Part of the book series: Lecture Notes in Computer Science ((LNCCN,volume 9536))

Abstract

We consider the fundamental problem of scheduling data mules for managing a wireless sensor network. A data mule tours around a sensor network and can help with network maintenance such as data collection and battery recharging/replacement. We assume that each sensor has a fixed data generation rate and a capacity (upper bound on storage size). If the data mule arrives after the storage capacity is met, additional data generated is lost. In this paper we formulate several fundamental problems for the best schedule of single or multiple data mules and provide algorithms with provable performance. First, we consider using a single data mule to collect data from sensors, and we aim to maximize the data collection rate. We then generalize this model to consider k data mules. Additionally, we study the problem of minimizing the number of data mules such that it is possible for them to collect all data, without loss. For the above problems, when we assume that the capacities of all sensors are the same, we provide exact algorithms for special cases and constant-factor approximation algorithms for more general cases.
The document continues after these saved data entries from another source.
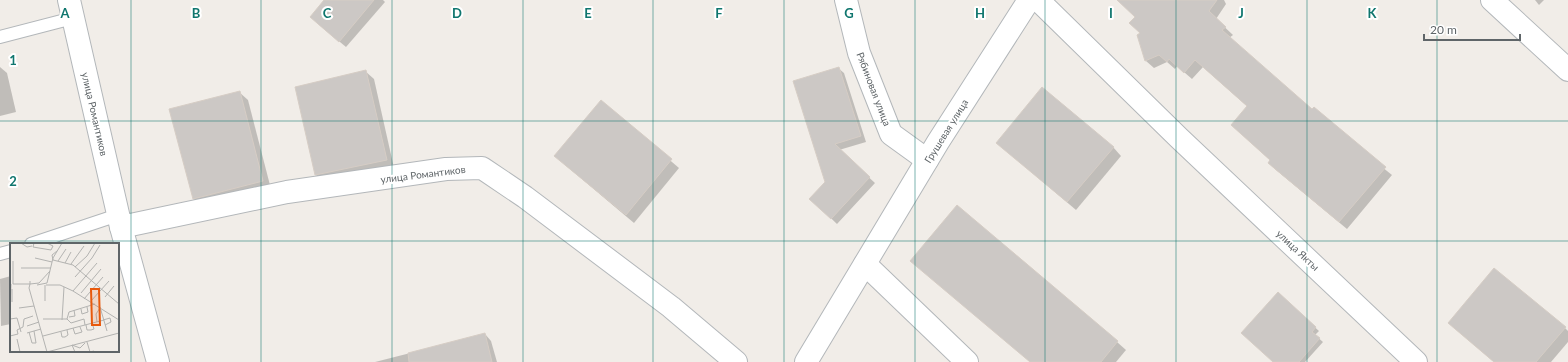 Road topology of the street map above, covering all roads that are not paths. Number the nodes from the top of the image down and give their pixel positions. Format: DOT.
graph roads {
  1 [pos="846,0"];
  2 [pos="1029,0"];
  3 [pos="1038,0"];
  4 [pos="1492,0"];
  5 [pos="71,9"];
  6 [pos="0,37"];
  7 [pos="1568,70"];
  8 [pos="927,160"];
  9 [pos="120,221"];
  10 [pos="35,243"];
  11 [pos="10,251"];
  12 [pos="0,254"];
  13 [pos="865,264"];
  14 [pos="158,362"];
  15 [pos="736,362"];
  16 [pos="806,362"];
  17 [pos="967,362"];
  18 [pos="1416,362"];
  1 -- 8 [label="street, Рябиновая улица"];
  2 -- 8 [label="street, Грушевая улица"];
  3 -- 18 [label="street, улица Якты"];
  4 -- 7 [label="street"];
  5 -- 6 [label="lane"];
  5 -- 9 [label="street, улица Романтиков"];
  8 -- 13 [label="street, Грушевая улица"];
  9 -- 10 [label="lane"];
  9 -- 14 [label="street, улица Романтиков"];
  9 -- 15 [label="street, улица Романтиков"];
  11 -- 12 [label="lane"];
  13 -- 16 [label="street, Грушевая улица"];
  13 -- 17 [label="street"];
}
We also show that several of these problems are NP-hard. When we allow sensor capacities to differ, we have a constant-factor approximation for each of the aforementioned problems when the ratio of the maximum capacity to the minimum capacity is constant.

G. Citovsky and J. Mitchell are partially supported by a grant from the US-Israel Binational Science Foundation (project 2010074) and the National Science Foundation (CCF-1018388, CCF-1540890). J. Gao and J. Zeng are partially supported by grants from AFOSR (FA9550-14-1-0193) and NSF (DMS-1418255, DMS-1221339, CNS-1217823).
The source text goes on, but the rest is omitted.